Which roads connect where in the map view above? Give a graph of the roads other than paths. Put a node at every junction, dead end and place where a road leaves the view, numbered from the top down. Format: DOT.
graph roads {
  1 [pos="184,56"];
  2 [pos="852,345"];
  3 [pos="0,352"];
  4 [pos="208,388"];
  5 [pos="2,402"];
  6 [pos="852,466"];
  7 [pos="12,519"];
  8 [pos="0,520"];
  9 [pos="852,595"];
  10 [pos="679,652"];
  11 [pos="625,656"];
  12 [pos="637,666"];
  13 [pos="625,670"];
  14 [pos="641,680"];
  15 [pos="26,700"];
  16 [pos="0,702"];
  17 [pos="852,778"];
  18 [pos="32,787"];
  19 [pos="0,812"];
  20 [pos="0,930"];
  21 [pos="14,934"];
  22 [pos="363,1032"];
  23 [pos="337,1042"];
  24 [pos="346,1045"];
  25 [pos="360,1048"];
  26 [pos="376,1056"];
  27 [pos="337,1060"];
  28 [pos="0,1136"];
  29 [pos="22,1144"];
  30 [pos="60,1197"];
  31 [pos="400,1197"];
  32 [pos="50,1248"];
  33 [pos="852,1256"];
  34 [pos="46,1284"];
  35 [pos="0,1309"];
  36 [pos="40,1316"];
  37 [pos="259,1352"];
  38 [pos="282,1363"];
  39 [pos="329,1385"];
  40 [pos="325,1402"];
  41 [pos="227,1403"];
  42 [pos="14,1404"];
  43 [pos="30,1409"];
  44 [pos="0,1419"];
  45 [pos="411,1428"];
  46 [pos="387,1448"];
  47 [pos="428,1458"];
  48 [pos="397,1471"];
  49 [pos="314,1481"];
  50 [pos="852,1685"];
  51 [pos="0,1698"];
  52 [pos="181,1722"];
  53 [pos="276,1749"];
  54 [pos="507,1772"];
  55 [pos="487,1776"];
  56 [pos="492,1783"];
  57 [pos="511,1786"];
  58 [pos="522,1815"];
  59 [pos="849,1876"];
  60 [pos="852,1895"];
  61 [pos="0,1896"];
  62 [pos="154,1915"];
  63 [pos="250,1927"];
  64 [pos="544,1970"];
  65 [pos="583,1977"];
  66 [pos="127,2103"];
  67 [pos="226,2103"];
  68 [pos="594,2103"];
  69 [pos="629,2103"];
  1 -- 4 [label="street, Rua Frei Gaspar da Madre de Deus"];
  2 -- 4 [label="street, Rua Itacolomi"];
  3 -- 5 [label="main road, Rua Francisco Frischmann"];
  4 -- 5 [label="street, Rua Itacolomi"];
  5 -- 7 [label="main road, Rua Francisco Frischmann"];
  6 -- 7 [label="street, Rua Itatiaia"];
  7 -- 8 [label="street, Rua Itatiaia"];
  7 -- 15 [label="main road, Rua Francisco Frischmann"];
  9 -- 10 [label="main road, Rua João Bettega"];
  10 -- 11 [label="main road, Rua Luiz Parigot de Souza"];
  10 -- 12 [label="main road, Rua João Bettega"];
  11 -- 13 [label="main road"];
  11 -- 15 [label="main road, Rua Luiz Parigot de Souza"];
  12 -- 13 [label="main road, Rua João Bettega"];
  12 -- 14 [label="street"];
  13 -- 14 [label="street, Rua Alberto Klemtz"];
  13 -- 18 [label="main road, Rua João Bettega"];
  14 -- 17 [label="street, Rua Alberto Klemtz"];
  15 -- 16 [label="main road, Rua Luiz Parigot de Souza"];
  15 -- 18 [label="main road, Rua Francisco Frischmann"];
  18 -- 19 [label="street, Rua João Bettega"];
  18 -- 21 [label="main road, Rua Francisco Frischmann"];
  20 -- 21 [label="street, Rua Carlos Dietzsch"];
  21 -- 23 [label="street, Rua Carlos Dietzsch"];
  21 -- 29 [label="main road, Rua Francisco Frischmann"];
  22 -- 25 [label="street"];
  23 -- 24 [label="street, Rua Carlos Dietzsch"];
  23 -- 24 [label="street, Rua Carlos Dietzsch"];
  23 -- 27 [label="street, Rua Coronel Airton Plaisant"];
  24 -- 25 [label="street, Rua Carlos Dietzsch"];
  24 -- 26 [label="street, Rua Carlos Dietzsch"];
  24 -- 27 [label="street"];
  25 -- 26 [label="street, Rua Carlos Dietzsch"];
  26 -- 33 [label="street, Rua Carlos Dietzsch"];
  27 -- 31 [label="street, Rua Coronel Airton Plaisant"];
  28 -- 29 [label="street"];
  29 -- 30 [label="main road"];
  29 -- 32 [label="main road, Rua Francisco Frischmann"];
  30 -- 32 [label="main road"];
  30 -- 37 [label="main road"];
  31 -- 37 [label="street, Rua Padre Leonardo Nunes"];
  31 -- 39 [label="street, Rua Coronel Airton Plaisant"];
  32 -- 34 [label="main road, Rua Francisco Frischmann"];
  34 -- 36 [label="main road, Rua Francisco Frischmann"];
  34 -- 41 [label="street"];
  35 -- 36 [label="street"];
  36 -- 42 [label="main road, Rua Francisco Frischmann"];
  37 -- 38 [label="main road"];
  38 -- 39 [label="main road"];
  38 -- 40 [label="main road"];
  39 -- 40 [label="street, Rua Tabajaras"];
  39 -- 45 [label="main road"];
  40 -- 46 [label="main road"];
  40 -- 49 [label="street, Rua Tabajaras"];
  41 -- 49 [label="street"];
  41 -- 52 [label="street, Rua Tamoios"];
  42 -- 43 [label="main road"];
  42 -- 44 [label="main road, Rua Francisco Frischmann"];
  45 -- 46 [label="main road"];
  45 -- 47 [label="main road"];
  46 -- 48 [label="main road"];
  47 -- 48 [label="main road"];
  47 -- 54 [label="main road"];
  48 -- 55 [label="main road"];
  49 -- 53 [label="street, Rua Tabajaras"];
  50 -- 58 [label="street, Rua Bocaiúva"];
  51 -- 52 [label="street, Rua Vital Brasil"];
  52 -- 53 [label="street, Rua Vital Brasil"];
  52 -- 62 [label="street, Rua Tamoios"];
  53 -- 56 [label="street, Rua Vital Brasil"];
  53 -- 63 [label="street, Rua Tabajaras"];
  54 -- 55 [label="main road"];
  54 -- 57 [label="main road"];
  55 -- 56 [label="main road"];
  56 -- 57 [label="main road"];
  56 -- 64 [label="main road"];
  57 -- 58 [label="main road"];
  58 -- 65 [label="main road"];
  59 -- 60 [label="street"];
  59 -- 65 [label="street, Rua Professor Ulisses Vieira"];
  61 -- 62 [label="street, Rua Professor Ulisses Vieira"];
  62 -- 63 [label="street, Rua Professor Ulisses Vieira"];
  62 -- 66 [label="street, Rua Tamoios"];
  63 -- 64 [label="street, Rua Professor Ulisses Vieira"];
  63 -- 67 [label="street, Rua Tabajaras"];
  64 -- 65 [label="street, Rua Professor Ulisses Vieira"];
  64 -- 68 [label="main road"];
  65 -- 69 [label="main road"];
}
§
» **EXERCISE DIRECTIONS**: Provide the number of lines in the entries that include "Dietzsch", and no other text.

» **OUTPUT FOR THIS EXERCISE**: 8